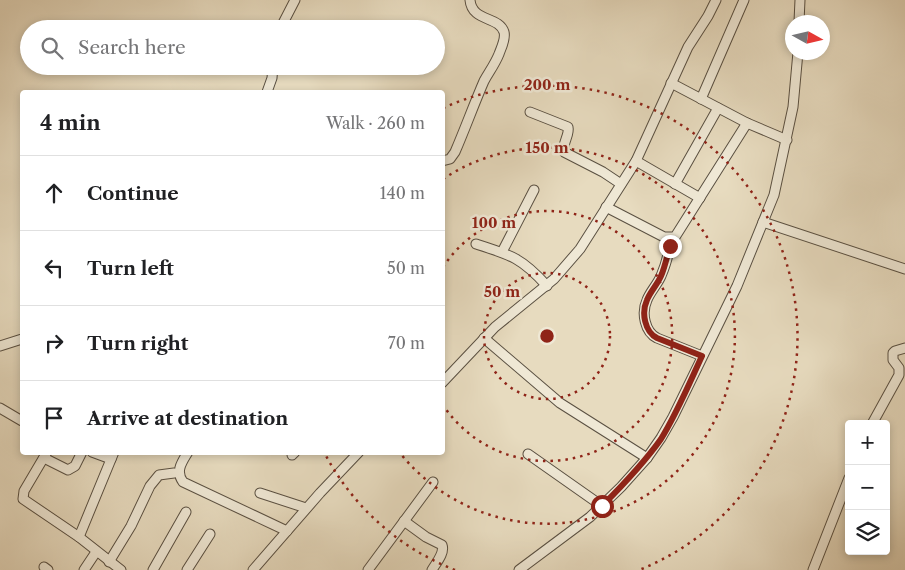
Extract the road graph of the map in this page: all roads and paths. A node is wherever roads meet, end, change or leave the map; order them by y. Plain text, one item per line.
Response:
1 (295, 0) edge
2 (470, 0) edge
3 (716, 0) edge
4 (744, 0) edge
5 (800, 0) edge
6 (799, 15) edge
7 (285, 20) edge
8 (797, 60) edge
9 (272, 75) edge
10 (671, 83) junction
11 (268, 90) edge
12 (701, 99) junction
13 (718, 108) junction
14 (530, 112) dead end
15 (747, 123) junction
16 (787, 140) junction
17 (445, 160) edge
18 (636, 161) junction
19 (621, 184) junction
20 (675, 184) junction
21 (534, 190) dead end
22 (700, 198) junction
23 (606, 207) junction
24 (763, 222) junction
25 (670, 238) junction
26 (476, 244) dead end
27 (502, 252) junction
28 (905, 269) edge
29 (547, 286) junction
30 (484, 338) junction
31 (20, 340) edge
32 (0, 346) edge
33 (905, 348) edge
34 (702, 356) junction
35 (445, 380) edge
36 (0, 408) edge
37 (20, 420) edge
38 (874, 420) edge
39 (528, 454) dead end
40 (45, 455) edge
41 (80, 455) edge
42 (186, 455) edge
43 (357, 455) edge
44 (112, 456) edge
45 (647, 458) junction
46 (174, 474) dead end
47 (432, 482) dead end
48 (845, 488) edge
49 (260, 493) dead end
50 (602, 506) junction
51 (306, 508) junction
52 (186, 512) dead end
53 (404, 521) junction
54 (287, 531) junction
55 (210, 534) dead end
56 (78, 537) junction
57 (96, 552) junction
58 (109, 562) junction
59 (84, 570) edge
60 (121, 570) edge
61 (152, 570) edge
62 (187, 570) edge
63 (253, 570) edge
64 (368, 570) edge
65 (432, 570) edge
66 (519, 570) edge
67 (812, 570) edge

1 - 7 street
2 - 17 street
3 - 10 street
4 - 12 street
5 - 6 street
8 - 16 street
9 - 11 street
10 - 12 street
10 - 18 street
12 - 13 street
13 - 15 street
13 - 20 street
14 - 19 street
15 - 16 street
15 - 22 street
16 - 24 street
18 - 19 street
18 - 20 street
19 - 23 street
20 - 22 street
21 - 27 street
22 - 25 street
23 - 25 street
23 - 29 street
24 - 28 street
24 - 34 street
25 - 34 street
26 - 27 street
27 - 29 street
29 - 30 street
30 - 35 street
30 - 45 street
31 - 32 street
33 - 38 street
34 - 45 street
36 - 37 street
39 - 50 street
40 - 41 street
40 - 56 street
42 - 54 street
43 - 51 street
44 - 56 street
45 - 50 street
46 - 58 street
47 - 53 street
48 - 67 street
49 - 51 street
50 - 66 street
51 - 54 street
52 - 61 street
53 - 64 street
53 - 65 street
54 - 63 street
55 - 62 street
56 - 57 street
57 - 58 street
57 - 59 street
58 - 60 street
···
◆ **What to work on**
Only the number is wanted: how many lines of the material contain the word "dead"?

◆ **Answer to this problem**
9